NearlyFreeSpeech.NET, a no-nonsense hosting provider, just flipped the switch on all production servers: their nfsncore process—responsible for every incoming request—now runs in Rust, not C++.

NearlyFreeSpeech.NET, a no-nonsense hosting provider, just flipped the switch on all production servers: their nfsncore process—responsible for every incoming request—now runs in Rust, not C++. They deployed this yesterday after a full rewrite of C++ code that had been battle-tested for years.

This isn’t some side project. Nfsncore sits behind Apache on frontend servers, handling caching, proxying, routing, access controls, and TLS termination. Custom IP blocks? Nfsncore enforces them. Proxy routing to site daemons? It decides. Wildcard aliases, HSTS headers, maintenance mode, offline sites, ACME cert renewals, and scrubbing junk requests—all pass through it. Every member site, every tech stack, routes through this single point. One bug here outages everyone.

Why Ditch Working C++?

Rewrites of production code scream risk. “If it ain’t broke, don’t fix it” applies doubly to infrastructure touching all traffic. But C++ breaks in predictable ways: memory corruption accounts for 70% of high-severity CVEs in 2023, per Google’s analysis of open-source projects.
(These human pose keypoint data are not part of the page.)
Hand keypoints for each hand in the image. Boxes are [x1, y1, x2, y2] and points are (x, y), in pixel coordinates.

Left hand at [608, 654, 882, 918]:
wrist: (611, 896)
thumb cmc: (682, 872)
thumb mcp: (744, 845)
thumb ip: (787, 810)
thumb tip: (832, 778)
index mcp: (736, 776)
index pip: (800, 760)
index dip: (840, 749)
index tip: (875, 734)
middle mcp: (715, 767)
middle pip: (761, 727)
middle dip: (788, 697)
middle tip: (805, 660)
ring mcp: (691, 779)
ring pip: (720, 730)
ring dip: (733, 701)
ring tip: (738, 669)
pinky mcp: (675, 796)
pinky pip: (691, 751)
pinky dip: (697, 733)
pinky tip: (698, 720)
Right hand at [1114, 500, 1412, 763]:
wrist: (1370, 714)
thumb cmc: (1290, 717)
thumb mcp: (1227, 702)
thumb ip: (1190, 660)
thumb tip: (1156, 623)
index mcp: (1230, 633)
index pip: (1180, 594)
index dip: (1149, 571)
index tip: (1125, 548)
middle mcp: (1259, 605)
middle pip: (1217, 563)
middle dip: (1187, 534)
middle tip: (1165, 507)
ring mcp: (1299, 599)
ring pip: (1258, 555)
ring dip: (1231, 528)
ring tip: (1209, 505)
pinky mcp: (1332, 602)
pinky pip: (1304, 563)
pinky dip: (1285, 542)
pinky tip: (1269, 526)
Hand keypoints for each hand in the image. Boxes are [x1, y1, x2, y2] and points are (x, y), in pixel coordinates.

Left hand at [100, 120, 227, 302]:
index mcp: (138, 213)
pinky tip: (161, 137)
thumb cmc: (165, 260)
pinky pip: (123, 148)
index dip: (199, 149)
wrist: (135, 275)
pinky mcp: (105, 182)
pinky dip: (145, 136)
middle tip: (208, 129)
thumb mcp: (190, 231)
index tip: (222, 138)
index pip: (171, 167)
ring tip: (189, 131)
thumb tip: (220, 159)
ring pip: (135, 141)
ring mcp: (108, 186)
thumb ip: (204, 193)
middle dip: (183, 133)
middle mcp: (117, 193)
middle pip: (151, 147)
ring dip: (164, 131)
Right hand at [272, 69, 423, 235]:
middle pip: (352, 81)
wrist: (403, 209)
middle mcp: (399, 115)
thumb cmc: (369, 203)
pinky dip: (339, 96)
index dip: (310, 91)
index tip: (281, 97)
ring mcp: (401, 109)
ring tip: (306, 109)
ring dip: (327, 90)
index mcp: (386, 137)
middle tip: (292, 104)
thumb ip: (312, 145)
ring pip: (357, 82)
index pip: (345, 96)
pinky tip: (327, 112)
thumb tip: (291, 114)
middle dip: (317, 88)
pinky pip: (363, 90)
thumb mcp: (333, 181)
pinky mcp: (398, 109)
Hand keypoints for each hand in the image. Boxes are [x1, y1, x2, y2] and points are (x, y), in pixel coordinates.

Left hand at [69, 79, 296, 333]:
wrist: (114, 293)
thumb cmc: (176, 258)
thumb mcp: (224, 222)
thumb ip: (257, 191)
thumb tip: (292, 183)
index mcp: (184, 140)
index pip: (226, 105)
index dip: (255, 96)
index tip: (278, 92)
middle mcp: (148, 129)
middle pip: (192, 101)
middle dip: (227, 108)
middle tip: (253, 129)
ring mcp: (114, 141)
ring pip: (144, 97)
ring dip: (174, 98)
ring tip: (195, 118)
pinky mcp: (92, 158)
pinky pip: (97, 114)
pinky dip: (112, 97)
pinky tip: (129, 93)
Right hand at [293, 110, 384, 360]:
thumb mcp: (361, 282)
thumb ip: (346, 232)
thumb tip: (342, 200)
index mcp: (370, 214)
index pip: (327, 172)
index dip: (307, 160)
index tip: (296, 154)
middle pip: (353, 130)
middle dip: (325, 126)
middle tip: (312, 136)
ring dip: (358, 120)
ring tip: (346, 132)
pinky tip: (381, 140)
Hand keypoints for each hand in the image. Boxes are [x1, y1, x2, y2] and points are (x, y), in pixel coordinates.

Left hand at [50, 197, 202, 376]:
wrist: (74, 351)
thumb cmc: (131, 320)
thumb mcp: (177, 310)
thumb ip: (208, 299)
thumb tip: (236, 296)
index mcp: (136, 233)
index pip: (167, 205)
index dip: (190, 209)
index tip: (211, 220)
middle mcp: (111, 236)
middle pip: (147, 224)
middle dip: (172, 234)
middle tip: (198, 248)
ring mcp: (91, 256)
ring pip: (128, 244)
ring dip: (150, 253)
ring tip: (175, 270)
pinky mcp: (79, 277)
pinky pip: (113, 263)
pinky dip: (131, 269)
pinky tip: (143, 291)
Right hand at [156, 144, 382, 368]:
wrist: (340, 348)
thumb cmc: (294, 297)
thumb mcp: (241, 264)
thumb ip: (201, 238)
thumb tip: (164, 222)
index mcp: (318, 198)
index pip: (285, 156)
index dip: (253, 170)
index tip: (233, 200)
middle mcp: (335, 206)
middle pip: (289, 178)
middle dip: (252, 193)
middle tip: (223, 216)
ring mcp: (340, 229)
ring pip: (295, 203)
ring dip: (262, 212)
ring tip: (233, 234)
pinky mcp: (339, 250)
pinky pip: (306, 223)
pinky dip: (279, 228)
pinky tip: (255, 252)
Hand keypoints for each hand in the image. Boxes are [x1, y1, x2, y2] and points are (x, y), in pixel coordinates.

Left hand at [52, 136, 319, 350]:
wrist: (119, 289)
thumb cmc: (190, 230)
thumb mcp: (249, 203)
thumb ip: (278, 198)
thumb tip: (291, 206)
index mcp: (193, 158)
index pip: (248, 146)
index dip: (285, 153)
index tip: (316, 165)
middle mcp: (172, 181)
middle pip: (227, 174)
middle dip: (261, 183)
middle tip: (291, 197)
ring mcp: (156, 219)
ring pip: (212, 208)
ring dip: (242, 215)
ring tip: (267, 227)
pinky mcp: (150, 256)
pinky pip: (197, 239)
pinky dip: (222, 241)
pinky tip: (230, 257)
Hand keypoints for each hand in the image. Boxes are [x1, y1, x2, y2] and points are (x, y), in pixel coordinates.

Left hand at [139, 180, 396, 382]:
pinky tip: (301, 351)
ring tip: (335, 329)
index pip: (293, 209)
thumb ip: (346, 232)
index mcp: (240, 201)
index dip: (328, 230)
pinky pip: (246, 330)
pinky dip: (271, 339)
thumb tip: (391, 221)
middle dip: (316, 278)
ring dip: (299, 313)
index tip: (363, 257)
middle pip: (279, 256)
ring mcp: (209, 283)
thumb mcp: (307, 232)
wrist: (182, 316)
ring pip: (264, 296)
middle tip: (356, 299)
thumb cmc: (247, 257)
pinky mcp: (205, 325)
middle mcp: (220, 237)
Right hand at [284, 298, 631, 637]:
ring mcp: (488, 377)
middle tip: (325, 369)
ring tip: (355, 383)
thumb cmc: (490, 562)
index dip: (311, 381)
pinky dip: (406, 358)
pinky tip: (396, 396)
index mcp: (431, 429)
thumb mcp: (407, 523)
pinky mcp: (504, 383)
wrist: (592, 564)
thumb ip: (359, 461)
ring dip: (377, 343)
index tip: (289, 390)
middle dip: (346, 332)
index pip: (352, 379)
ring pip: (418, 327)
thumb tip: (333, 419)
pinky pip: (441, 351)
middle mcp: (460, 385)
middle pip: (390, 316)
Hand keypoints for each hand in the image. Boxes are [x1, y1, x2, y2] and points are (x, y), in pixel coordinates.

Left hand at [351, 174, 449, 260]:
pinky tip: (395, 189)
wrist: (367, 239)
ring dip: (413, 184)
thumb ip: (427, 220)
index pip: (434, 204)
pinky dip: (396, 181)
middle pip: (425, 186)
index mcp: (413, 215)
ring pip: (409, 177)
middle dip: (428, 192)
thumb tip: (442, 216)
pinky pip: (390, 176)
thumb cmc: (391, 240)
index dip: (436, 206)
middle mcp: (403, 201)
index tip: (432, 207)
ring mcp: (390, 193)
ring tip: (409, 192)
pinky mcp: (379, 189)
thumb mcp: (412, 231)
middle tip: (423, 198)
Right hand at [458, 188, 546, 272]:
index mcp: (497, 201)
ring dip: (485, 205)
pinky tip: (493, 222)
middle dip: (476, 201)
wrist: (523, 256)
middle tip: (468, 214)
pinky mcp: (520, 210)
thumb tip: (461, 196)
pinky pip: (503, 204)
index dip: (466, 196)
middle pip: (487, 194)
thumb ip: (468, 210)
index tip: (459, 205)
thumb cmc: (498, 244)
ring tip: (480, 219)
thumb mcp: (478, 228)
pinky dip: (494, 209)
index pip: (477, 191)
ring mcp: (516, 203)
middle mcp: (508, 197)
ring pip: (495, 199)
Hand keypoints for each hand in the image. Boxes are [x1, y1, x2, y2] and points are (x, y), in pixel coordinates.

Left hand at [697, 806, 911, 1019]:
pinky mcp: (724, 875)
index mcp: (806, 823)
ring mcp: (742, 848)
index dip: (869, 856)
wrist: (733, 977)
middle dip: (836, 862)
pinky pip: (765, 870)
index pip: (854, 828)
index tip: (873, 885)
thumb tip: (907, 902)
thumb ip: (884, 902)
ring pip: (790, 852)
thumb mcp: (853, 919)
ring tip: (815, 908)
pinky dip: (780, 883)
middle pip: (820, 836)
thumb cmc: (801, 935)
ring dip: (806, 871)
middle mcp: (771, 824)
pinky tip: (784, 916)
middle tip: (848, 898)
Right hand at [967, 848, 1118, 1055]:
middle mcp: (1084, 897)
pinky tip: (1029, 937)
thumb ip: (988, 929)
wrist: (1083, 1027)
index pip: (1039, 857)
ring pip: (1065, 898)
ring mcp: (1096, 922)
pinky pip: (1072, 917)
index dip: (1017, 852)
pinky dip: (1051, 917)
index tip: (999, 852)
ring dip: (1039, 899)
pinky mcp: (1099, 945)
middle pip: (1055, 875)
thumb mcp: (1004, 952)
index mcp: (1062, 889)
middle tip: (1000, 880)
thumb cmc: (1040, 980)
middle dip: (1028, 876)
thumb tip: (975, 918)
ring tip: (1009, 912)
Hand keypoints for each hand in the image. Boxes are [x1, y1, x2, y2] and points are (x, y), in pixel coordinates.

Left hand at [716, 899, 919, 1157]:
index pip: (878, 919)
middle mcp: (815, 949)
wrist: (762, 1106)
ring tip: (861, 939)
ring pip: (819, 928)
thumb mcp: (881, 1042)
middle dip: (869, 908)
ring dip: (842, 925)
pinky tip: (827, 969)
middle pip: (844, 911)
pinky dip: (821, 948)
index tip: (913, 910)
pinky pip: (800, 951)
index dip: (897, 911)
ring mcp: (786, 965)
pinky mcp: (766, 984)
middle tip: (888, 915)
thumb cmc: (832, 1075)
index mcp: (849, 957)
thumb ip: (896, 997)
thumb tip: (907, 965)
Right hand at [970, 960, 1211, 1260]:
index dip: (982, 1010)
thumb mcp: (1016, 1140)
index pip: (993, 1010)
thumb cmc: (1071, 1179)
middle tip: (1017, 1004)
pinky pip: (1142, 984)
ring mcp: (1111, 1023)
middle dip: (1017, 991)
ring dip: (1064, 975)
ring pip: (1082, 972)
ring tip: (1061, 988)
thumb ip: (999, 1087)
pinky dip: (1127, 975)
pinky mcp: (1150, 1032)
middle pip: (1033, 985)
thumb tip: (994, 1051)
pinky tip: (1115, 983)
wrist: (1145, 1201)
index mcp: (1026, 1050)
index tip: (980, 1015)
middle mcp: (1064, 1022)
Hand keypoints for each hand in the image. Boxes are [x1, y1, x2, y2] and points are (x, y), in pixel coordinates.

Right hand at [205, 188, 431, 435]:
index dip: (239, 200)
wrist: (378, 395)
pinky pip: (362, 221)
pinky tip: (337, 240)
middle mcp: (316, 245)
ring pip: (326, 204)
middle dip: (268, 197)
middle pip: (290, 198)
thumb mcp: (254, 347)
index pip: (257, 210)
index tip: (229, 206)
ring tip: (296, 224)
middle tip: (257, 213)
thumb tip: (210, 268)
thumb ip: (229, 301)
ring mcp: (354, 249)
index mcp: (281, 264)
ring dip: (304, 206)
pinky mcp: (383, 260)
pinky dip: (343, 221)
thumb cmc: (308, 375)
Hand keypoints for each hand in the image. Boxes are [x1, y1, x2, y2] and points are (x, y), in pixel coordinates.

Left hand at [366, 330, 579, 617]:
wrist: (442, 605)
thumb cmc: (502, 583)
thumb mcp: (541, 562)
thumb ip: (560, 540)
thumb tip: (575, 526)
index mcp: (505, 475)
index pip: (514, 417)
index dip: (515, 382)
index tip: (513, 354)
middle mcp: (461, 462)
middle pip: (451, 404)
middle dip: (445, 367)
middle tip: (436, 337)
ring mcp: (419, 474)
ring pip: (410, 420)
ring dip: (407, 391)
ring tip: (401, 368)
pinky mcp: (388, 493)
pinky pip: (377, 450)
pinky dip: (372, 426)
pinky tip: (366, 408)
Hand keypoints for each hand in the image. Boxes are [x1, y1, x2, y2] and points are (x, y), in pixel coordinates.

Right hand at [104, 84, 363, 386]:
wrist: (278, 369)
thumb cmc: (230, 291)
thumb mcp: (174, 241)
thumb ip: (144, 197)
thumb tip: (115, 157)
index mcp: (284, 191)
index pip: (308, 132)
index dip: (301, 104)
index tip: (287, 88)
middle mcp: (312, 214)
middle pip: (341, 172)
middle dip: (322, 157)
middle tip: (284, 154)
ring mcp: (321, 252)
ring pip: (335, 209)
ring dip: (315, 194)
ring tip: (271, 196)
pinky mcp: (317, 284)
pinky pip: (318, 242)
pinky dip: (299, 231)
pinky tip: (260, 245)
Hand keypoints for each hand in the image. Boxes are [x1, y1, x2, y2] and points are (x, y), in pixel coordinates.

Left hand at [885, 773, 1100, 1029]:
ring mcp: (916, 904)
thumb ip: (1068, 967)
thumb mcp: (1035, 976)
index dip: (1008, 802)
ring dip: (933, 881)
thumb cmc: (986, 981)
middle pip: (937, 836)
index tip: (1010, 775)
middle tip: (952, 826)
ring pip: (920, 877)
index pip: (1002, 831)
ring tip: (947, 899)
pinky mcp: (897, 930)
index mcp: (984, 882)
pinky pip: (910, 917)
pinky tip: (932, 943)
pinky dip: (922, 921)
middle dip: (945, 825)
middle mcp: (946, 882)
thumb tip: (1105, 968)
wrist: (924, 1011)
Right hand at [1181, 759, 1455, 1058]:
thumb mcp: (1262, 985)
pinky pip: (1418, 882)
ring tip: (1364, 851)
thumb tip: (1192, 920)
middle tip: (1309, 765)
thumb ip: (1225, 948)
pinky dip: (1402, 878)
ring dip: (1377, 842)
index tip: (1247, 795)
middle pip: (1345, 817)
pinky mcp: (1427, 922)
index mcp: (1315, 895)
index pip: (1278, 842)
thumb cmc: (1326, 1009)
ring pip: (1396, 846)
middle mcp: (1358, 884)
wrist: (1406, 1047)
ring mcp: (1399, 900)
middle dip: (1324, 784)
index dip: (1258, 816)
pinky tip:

Buffer overflows, use-after-free, double-frees—these plague C++ servers, especially under load. Nfsncore, proxying millions of requests daily, faced that exposure.

NearlyFreeSpeech.NET didn’t rewrite on a whim. Years of C++ maintenance revealed creeping complexity. Custom modules intertwined with Apache meant subtle bugs could cascade. Rust promised memory safety without garbage collection: its ownership model catches these at compile time. No runtime overhead, just compile-time guarantees. Cloudflare rewrote Pingora in Rust for similar reasons—handling 10%+ of their traffic now—proving it scales.

Security matters here. Hosting providers like NFSN attract scrutiny; a vuln in nfsncore could enable DDoS amplification or data leaks. C++’s footguns amplify that. Rust reduces attack surface by 50-90% in similar proxies, based on Microsoft’s security reports on Rust adoption. Cost-wise, fewer exploits mean less downtime—NFSN bills per usage, so reliability drives revenue.

The Rewrite: Methodical, Not Reckless

They didn’t big-bang it. Parallel Rust development ran alongside C++ for months. Feature parity first: replicate every check, route, and edge case. Tests mirrored production traffic—ACME challenges, wildcard redirects (rare but supported), broken requests. Fuzzing in both languages exposed C++ leaks Rust avoided.

Deployment staged across servers: shadow mode first, logging discrepancies. Zero divergence meant green light. Yesterday’s cutover: atomic swap, no rollback needed. Codebase shrank 20-30%—Rust’s types eliminate boilerplate checks C++ needed manually.

Skeptical take: Rust isn’t magic. Learning curve steepens for pointer-heavy code; borrow checker fights back initially. But for greenfield or rewrite, it pays. NFSN’s C++ was “incredibly you-cannot-fuck-this-up” critical—rewrite justified if safety gains hold. Early metrics: CPU down 15% on same load, latency stable.

Implications for Infra Teams

This validates Rust for hot-path proxies. If your C++/Go frontend handles auth/routing, audit memory bugs. Tools like AddressSanitizer help but don’t prevent; Rust does. Finance/crypto firms: apply here—exchanges proxy billions in trades; one overflow and funds vanish.

NFSN proves rewrites work with discipline. Don’t chase hype—measure your vulns first. Their C++ served fine, but future-proofing against exploits trumps inertia. In security-sensitive ops, that’s why this matters: one less vector for attackers, more uptime for business.